Even now they were on a straight road with no bends or carriages in sight, Gilbert refused even to glance her way. Clementine was tired of his evasive answers. She still didn’t understand his sudden change of heart. There had to be a real reason for making her stay at the Palace. Losing patience
, Clementine hopped onto the horse’s rump and faced Gilbert.
“What the hell are you doing, woman?” Gilbert pulled the horse to a stop and glared at Clementine. “Off!”
“No!” She crossed her arms stubbornly across her chest. “Not until you tell me the real reason you are making me stay at the Palace!”
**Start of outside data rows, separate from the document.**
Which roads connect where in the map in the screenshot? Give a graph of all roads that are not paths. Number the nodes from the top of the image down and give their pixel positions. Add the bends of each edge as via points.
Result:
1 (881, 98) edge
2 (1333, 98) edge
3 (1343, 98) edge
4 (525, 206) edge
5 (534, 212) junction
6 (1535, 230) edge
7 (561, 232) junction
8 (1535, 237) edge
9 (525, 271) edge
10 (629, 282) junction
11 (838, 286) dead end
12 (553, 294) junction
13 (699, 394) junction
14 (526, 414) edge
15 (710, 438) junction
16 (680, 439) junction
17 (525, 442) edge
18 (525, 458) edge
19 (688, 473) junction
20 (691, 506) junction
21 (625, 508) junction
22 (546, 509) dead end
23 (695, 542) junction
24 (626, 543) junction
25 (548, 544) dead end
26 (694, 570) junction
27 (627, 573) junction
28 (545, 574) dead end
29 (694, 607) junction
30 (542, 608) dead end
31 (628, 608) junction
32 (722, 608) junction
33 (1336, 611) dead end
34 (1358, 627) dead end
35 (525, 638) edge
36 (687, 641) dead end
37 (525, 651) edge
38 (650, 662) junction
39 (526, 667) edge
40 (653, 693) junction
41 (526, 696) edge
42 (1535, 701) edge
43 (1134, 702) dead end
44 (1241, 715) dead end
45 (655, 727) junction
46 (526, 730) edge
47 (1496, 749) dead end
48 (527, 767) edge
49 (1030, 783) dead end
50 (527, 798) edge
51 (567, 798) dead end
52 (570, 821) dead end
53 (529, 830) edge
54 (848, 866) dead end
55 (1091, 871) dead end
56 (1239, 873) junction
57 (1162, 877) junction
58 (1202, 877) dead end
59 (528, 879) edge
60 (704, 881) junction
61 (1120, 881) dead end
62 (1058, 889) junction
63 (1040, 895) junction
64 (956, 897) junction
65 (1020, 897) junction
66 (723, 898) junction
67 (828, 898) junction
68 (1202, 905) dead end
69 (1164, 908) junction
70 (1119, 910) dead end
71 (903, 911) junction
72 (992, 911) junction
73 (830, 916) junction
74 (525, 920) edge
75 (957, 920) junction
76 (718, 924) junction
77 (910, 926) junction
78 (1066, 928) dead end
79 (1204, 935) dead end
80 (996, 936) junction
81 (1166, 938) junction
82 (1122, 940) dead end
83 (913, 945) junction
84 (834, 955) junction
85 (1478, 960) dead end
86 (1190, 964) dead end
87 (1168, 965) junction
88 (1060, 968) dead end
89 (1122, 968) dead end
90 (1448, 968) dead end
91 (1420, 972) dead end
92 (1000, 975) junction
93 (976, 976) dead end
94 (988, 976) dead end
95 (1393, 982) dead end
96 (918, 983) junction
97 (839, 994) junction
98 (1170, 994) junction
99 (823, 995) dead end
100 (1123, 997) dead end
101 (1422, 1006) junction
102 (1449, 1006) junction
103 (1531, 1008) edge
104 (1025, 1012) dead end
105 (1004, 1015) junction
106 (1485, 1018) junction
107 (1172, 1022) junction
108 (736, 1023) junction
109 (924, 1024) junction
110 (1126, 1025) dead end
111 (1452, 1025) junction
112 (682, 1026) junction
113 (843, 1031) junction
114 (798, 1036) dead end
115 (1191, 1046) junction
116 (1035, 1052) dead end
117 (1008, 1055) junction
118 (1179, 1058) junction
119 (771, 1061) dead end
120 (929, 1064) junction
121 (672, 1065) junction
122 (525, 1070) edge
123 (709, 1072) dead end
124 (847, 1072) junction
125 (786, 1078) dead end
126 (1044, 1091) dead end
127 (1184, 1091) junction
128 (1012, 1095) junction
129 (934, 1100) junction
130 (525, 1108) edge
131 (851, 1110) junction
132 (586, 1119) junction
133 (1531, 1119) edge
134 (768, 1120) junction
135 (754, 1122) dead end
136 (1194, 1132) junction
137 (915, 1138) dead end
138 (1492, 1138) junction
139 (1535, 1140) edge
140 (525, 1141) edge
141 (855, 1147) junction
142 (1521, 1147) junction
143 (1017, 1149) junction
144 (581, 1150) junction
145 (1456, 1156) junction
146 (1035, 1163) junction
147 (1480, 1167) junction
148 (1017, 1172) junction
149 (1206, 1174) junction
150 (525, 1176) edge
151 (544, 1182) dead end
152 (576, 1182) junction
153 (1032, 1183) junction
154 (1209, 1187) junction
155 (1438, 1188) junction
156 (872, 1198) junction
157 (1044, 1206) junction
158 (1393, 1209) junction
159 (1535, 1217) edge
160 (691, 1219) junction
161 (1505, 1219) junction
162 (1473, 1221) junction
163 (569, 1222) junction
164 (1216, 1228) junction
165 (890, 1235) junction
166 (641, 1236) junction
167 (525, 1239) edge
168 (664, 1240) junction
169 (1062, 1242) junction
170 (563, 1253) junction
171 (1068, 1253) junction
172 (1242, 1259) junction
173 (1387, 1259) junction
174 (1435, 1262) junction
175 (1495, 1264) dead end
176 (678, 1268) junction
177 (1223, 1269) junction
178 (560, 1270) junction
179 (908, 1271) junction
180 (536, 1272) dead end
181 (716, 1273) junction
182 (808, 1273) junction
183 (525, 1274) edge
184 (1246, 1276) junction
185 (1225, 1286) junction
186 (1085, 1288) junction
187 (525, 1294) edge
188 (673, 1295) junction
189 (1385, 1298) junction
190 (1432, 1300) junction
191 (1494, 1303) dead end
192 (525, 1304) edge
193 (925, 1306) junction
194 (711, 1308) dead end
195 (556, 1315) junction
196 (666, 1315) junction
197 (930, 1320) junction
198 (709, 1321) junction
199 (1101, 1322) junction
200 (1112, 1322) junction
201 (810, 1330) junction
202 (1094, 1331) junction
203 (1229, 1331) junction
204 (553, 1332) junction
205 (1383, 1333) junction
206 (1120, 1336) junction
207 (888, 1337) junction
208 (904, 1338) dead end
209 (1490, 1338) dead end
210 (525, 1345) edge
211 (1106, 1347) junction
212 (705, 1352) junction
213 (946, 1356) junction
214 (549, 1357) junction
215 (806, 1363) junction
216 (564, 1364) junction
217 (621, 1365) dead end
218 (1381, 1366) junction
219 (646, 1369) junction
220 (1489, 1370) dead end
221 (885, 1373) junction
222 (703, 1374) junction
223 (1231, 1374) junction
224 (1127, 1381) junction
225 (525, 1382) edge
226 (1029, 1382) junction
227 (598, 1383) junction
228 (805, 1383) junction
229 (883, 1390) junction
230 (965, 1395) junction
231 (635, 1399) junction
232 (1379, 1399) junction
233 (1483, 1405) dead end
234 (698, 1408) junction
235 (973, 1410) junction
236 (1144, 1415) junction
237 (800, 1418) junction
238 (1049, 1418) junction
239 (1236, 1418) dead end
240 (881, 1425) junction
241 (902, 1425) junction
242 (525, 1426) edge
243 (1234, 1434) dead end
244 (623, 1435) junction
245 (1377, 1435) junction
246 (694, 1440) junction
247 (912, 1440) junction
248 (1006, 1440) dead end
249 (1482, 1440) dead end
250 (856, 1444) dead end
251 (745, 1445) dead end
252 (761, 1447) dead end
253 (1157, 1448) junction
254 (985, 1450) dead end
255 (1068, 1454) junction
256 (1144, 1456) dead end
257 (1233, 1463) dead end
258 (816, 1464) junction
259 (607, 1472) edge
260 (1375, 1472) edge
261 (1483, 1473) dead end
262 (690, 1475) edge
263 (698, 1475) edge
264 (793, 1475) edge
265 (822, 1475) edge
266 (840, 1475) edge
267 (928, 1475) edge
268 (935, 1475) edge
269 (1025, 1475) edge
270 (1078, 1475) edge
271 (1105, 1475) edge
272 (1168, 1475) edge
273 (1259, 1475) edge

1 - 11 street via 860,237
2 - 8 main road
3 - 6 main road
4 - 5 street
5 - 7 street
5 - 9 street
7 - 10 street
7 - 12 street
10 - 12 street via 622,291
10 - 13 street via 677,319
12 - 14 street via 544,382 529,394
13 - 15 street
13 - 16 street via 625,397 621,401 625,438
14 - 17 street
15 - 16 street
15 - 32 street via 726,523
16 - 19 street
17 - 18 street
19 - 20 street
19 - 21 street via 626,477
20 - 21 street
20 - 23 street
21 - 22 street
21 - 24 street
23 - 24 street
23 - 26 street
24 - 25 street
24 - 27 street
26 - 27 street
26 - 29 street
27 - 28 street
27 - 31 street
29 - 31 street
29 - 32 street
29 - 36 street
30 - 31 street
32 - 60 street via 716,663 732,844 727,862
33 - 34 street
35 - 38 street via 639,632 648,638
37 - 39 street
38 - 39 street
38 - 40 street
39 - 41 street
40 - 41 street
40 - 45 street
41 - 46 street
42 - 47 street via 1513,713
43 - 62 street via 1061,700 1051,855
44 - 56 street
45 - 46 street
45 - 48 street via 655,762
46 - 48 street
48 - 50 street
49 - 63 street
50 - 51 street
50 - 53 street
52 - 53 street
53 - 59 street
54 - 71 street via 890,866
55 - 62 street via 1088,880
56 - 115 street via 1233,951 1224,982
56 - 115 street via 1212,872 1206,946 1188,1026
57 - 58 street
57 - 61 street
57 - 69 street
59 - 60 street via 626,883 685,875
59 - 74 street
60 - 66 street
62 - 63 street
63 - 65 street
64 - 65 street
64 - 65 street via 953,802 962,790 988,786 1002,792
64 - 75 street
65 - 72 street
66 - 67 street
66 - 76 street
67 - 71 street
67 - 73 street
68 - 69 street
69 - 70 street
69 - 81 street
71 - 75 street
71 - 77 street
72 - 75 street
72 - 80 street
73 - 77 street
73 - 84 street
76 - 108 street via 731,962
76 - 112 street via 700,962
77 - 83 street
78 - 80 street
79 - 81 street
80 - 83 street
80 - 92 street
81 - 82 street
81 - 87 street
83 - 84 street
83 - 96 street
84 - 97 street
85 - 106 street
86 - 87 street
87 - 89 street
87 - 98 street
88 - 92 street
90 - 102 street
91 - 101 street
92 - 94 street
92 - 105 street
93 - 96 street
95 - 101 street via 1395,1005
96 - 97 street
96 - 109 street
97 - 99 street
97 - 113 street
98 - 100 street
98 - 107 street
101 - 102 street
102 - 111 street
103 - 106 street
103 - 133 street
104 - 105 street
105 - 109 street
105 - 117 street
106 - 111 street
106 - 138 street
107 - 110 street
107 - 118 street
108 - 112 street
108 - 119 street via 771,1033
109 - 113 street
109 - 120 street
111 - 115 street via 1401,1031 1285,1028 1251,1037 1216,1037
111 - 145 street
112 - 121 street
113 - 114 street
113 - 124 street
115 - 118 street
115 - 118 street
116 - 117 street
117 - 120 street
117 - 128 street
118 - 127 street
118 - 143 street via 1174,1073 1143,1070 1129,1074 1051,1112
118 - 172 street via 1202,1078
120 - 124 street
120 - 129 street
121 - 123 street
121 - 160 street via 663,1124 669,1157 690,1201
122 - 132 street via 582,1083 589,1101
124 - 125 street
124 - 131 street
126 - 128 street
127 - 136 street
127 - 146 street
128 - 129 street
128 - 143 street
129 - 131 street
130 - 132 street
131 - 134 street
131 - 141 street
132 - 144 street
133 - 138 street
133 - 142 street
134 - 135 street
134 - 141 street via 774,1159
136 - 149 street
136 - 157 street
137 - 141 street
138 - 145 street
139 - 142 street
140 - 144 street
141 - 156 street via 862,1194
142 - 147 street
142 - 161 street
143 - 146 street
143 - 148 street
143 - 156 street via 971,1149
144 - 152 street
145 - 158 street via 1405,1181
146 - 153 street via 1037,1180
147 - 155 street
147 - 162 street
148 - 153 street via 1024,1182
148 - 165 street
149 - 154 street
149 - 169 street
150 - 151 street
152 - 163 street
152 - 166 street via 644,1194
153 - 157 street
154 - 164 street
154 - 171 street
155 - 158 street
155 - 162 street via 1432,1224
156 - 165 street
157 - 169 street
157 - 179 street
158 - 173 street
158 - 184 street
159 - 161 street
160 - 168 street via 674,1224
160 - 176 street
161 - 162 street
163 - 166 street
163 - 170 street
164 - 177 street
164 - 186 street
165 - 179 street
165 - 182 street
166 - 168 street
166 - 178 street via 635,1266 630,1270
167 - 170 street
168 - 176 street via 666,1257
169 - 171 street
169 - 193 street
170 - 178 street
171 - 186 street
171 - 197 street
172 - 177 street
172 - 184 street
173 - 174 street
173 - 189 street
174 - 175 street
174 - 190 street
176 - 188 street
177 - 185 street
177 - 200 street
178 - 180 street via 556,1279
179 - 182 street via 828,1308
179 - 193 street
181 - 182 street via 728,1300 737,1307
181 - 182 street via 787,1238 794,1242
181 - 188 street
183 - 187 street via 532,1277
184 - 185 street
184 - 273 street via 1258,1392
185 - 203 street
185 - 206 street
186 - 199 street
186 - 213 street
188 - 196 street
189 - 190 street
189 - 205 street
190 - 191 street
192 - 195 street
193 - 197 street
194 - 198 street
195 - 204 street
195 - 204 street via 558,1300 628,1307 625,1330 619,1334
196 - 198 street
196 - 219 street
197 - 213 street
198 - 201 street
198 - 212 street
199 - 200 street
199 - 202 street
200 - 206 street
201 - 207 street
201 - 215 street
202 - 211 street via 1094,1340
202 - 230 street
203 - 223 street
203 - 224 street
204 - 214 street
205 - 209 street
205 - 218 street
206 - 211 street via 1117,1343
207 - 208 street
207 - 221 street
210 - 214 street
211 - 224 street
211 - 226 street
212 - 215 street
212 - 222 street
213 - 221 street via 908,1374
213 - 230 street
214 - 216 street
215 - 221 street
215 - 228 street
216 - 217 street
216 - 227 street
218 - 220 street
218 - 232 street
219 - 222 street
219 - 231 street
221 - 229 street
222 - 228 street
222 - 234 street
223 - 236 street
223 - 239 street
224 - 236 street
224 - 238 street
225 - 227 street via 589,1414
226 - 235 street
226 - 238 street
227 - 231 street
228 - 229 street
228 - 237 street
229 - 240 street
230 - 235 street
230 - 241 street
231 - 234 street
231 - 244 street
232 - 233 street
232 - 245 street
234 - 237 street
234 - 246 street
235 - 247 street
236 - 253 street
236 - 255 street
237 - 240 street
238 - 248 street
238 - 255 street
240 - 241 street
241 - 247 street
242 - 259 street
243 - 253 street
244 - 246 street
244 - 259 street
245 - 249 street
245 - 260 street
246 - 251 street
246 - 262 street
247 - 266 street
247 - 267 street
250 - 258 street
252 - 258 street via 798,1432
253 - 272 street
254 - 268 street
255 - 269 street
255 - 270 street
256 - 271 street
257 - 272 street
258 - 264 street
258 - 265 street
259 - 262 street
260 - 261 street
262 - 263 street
“Because of things like this!” Gilbert shouted. “You seem to have no true understanding that the world does not revolve around you!”
“That’s not fair!”
“Isn’t it, Clementine? Ever since you showed up at my house, I have done precious little work. I have failed in my promise to find a cure for you and I have neglected my other responsibilities at the University.” Gilbert shook his head ruefully. “I can tell from your face it had never even occurred to you that I might have other work.”